Henry’s relationship with his own father is strained. The elder Townsend maintains a moral ground against slaveholding and doesn’t visit his son. Henry’s wife, Caldonia has parents who also own slaves and consider them their children’s legacy. Meanwhile, Caldonia’s brother would like to free his future slaves, putting a strain on his relationship with his mother. For all the Blacks—slave and free—life is tenuous. At one point, a slave trader decides to eat the ‘free papers’ of a Black man and then sell him cheaply as a slave to anyone who won’t ask too many questions.
When Henry dies unexpectedly, Caldonia is not capable of keeping the plantation in order. She depends on the head slave for emotional support—while he hopes that she will free him and marry him–and things fall apart. The many vivid characters will keep you involved in The Known World.
Add comment November 6, 2007
The Red Badge of Courage
When I was asked to discuss The Red Badge of Courage with this year’s Academic Decathlon team, it had been at least thirty years since I’d read it. I figured another reading was in order if I hoped to be of any help to the team members. I had only remembered one scene with any clarity—that of the protagonist, “the youth” or Henry Fleming, coming to an opening in the woods to find a corpse. The reason I remembered it well was that there were ants crawling on the lip of the dead man. This was the first time I had read a book that realistically portrayed battle.
The fact that The Red Badge of Courage is one of the first American novels to portray battle realistically is part of the reason it has such staying power. Most critics wouldn’t call it a truly great book, and yet it was, artistically—stylistically–something new and striking when published in 1895. I believe it’s still worth reading and can be a great choice for several COHS projects.
The Red Badge of Courage will work for any assignment which requires historical fiction. If the assignment goes further—as does the Junior Project—in asking that you do research on the time period in which the fiction takes place, then the Civil War is a good choice. It’s interesting, there’s a lot of easily accessible information about it, and it’s one of the most important events in the history of the country. Equally, The Red Badge of Courage is a good choice for literary analysis. You can discuss Realism or Naturalism and examples abound. You can make a careful contrast to Romanticism if asked to write a paper comparing and contrasting.

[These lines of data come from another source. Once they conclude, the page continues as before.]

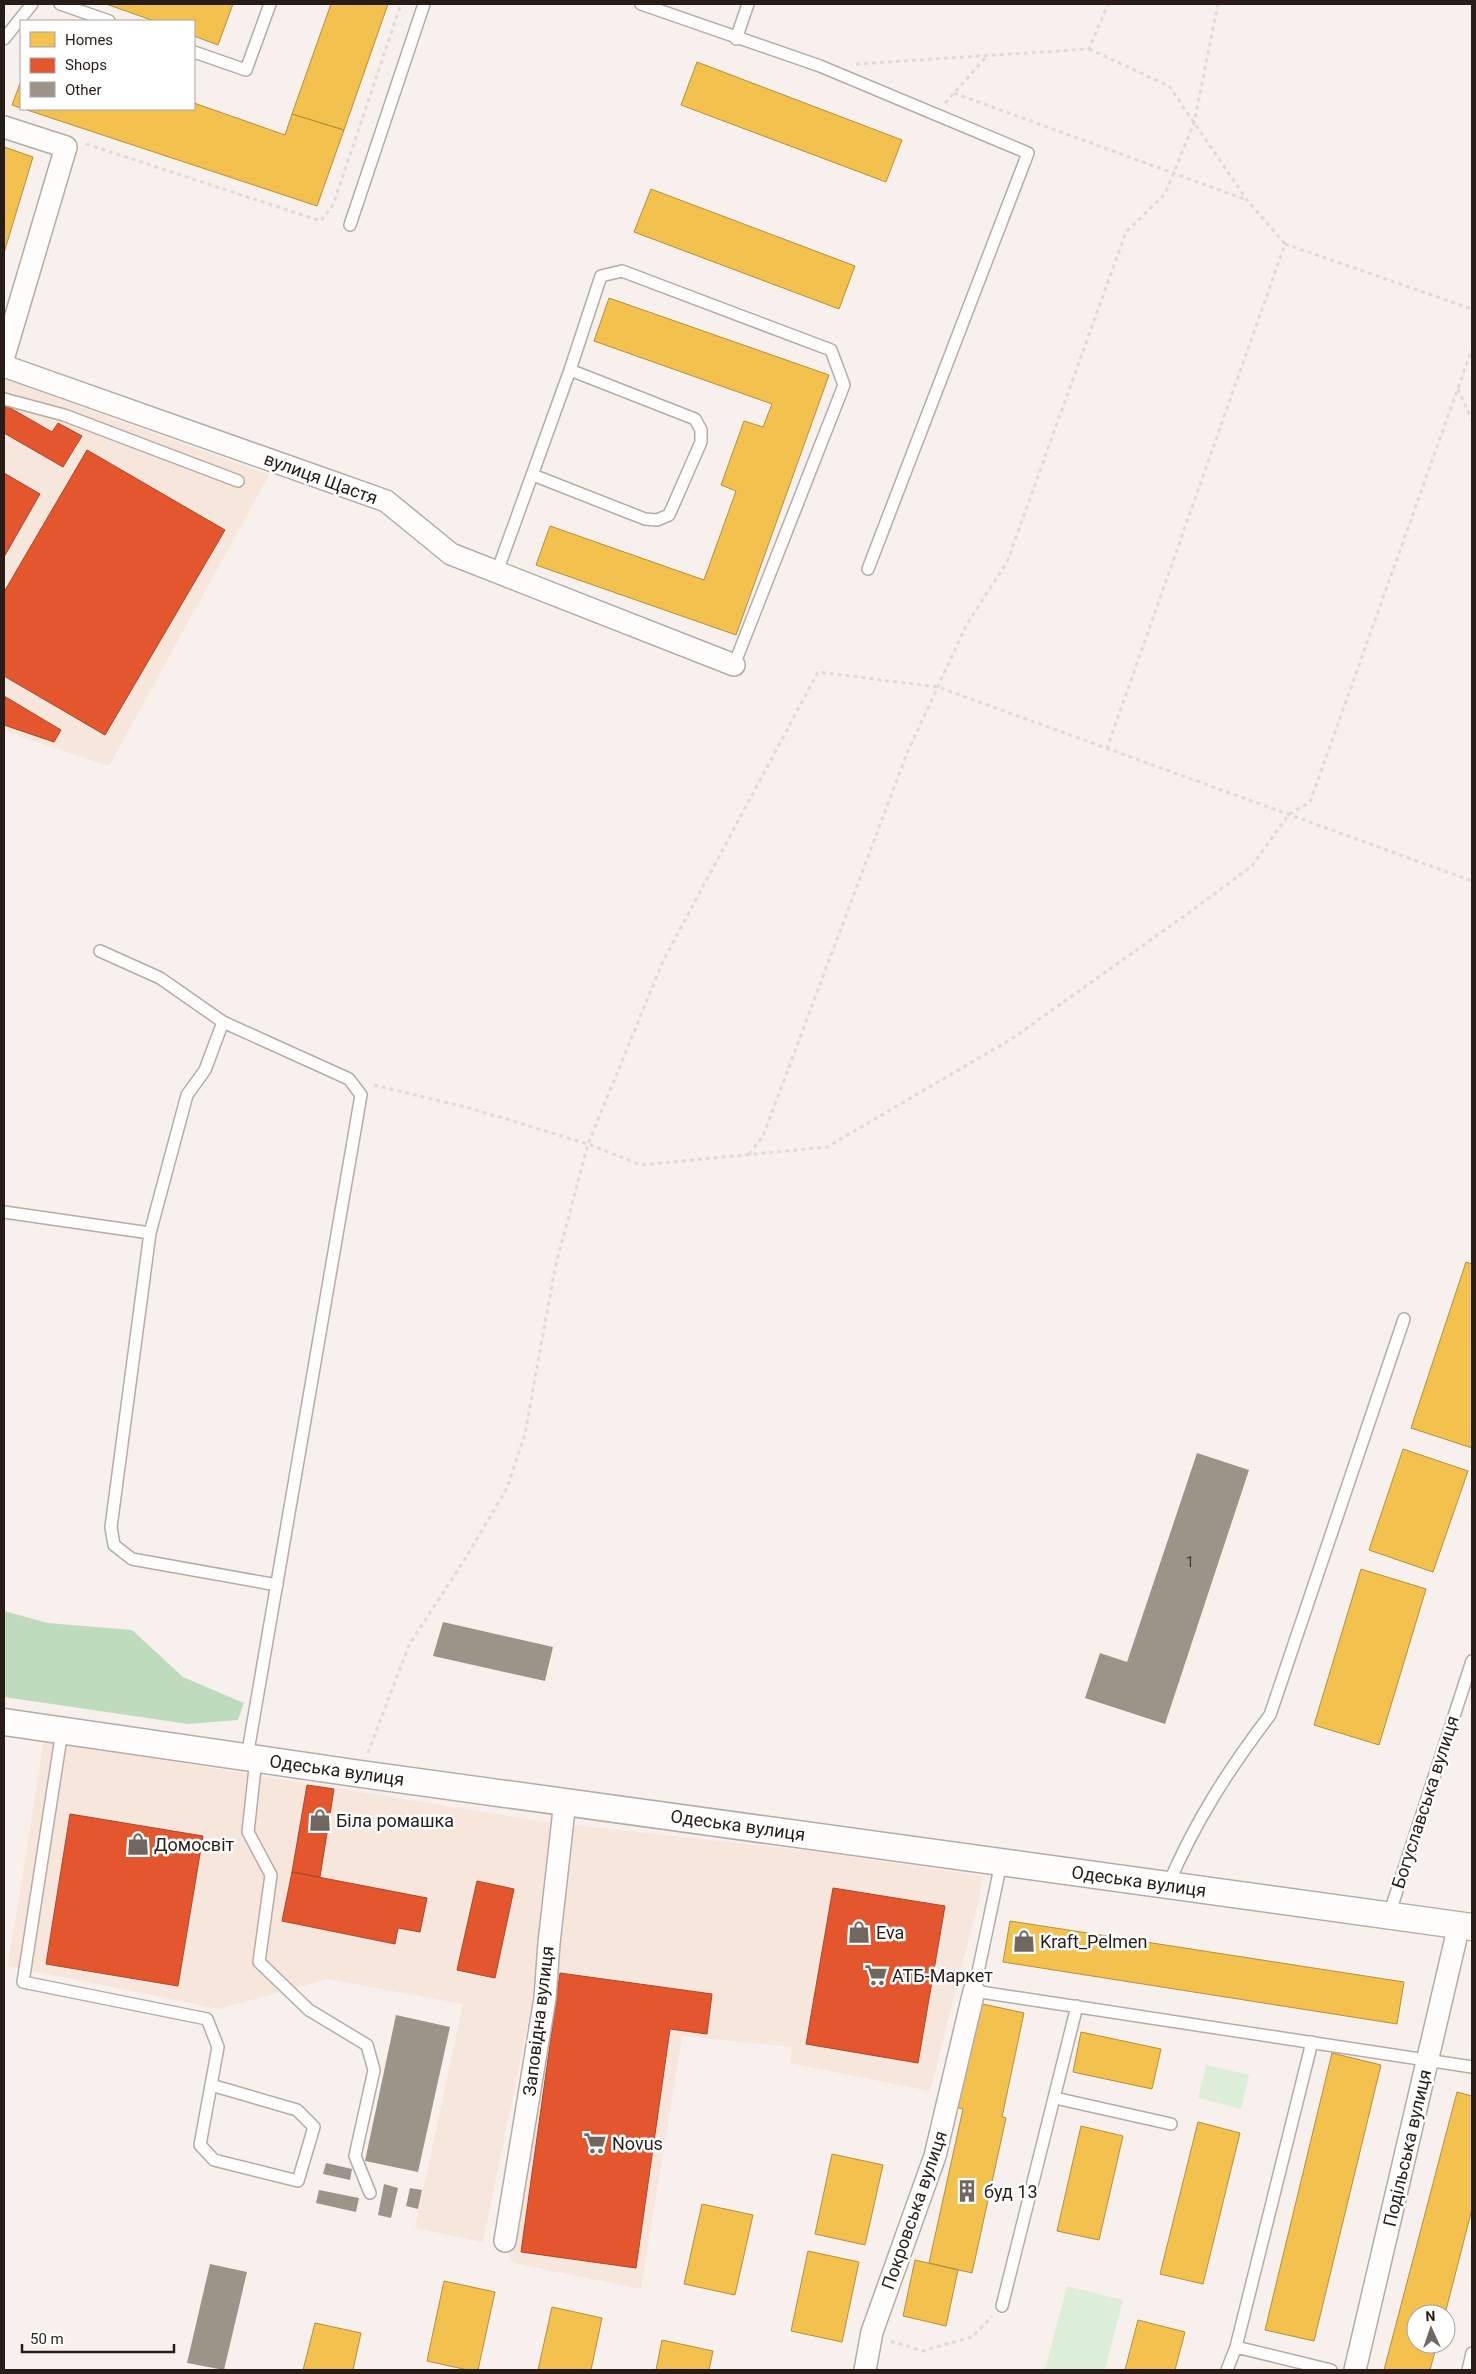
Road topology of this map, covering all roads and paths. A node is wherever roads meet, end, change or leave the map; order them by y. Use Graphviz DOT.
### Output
graph roads {
  1 [pos="32,4"];
  2 [pos="60,4"];
  3 [pos="270,4"];
  4 [pos="401,4"];
  5 [pos="424,4"];
  6 [pos="641,4"];
  7 [pos="748,4"];
  8 [pos="1108,4"];
  9 [pos="1218,4"];
  10 [pos="106,20"];
  11 [pos="736,38"];
  12 [pos="4,39"];
  13 [pos="1089,49"];
  14 [pos="195,52"];
  15 [pos="988,55"];
  16 [pos="820,66"];
  17 [pos="954,93"];
  18 [pos="935,114"];
  19 [pos="1194,123"];
  20 [pos="4,127"];
  21 [pos="66,147"];
  22 [pos="1173,173"];
  23 [pos="1247,200"];
  24 [pos="350,225"];
  25 [pos="1285,244"];
  26 [pos="1472,309"];
  27 [pos="1472,349"];
  28 [pos="4,356"];
  29 [pos="4,366"];
  30 [pos="570,370"];
  31 [pos="1458,388"];
  32 [pos="4,399"];
  33 [pos="1472,420"];
  34 [pos="532,475"];
  35 [pos="238,481"];
  36 [pos="868,569"];
  37 [pos="497,572"];
  38 [pos="734,665"];
  39 [pos="938,687"];
  40 [pos="1107,748"];
  41 [pos="1289,814"];
  42 [pos="1472,881"];
  43 [pos="100,951"];
  44 [pos="223,1022"];
  45 [pos="349,1079"];
  46 [pos="588,1144"];
  47 [pos="748,1155"];
  48 [pos="4,1212"];
  49 [pos="150,1234"];
  50 [pos="1404,1318"];
  51 [pos="277,1585"];
  52 [pos="1472,1661"];
  53 [pos="4,1722"];
  54 [pos="62,1731"];
  55 [pos="252,1758"];
  56 [pos="361,1774"];
  57 [pos="565,1800"];
  58 [pos="1000,1863"];
  59 [pos="1168,1885"];
  60 [pos="1388,1915"];
  61 [pos="1466,1926"];
  62 [pos="974,1991"];
  63 [pos="1077,2006"];
  64 [pos="1312,2042"];
  65 [pos="1428,2060"];
  66 [pos="1472,2067"];
  67 [pos="211,2085"];
  68 [pos="1055,2098"];
  69 [pos="1171,2124"];
  70 [pos="370,2194"];
  71 [pos="505,2241"];
  72 [pos="1002,2306"];
  73 [pos="872,2332"];
  74 [pos="1236,2346"];
  75 [pos="1472,2353"];
  76 [pos="865,2370"];
  77 [pos="1227,2370"];
  78 [pos="1331,2370"];
  79 [pos="1355,2370"];
  80 [pos="1468,2370"];
  1 -- 12 [label="lane"];
  2 -- 10 [label="lane"];
  3 -- 14 [label="lane"];
  4 -- 21 [label="path"];
  5 -- 24 [label="lane"];
  6 -- 11 [label="lane"];
  7 -- 11 [label="lane"];
  8 -- 13 [label="path"];
  9 -- 19 [label="path"];
  11 -- 16 [label="lane"];
  13 -- 15 [label="path"];
  13 -- 19 [label="path"];
  15 -- 16 [label="path"];
  15 -- 17 [label="path"];
  16 -- 18 [label="lane"];
  17 -- 18 [label="path"];
  17 -- 22 [label="path"];
  18 -- 36 [label="lane"];
  19 -- 22 [label="path"];
  19 -- 23 [label="path"];
  20 -- 21 [label="street"];
  21 -- 28 [label="street"];
  22 -- 23 [label="path"];
  22 -- 39 [label="path"];
  23 -- 25 [label="path"];
  25 -- 26 [label="path"];
  25 -- 40 [label="path"];
  27 -- 31 [label="path"];
  29 -- 37 [label="street, вулиця Щастя"];
  30 -- 34 [label="lane"];
  30 -- 34 [label="lane"];
  30 -- 38 [label="lane"];
  31 -- 33 [label="path"];
  31 -- 41 [label="path"];
  32 -- 35 [label="lane"];
  34 -- 37 [label="lane"];
  37 -- 38 [label="street, вулиця Щастя"];
  39 -- 40 [label="path"];
  39 -- 46 [label="path"];
  39 -- 47 [label="path"];
  40 -- 41 [label="path"];
  41 -- 42 [label="path"];
  41 -- 47 [label="path"];
  43 -- 44 [label="lane"];
  44 -- 45 [label="lane"];
  44 -- 49 [label="lane"];
  45 -- 46 [label="path"];
  45 -- 51 [label="lane"];
  46 -- 47 [label="path"];
  46 -- 56 [label="path"];
  48 -- 49 [label="lane"];
  49 -- 51 [label="lane"];
  50 -- 59 [label="lane"];
  51 -- 55 [label="lane"];
  52 -- 60 [label="lane, Богуславська вулиця"];
  53 -- 54 [label="street, Одеська вулиця"];
  54 -- 55 [label="street, Одеська вулиця"];
  54 -- 67 [label="lane"];
  55 -- 56 [label="street, Одеська вулиця"];
  55 -- 70 [label="lane"];
  56 -- 57 [label="street, Одеська вулиця"];
  57 -- 58 [label="street, Одеська вулиця"];
  57 -- 71 [label="street, Заповідна вулиця"];
  58 -- 59 [label="street, Одеська вулиця"];
  58 -- 62 [label="lane"];
  59 -- 60 [label="street, Одеська вулиця"];
  60 -- 61 [label="street, Одеська вулиця"];
  61 -- 65 [label="street, Подільська вулиця"];
  62 -- 63 [label="lane"];
  62 -- 73 [label="street, Покровська вулиця"];
  63 -- 64 [label="lane"];
  63 -- 68 [label="lane"];
  64 -- 65 [label="lane"];
  64 -- 74 [label="lane"];
  65 -- 66 [label="lane"];
  65 -- 79 [label="street, Подільська вулиця"];
  67 -- 67 [label="lane"];
  68 -- 69 [label="lane"];
  68 -- 72 [label="lane"];
  72 -- 73 [label="path"];
  73 -- 76 [label="street, Покровська вулиця"];
  74 -- 77 [label="lane"];
  74 -- 78 [label="lane"];
  75 -- 80 [label="lane"];
}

Basically, The Red Badge of Courage details the events in one battle–presumably the Battle of Chancellorsville, Virginia, near Richmond, in 1863. (Although the novel never states this, there are many geographical clues.) The battle is seen through the eyes of an untried young soldier. After a first skirmish, the youth becomes afraid and flees the battlefield, running through the woods. He is ashamed and doesn’t know how he will manage to return to his regiment. He is struck in the head with a rifle butt by another disoriented soldier and wounded. This ‘red badge of courage’ enables the youth to return to his regiment under the pretense that he was wounded in battle. He then has the opportunity to show his mettle.
In discussing the novel, you have many themes to choose from—man v. nature, the individual v. society, coming of age, appearance v. reality, and alienation and loneliness. However, the thought I’ll leave you with is from critic Sharon Cumberland: “The Red Badge of Courage is a study in what a rational person can do in an irrational situation.”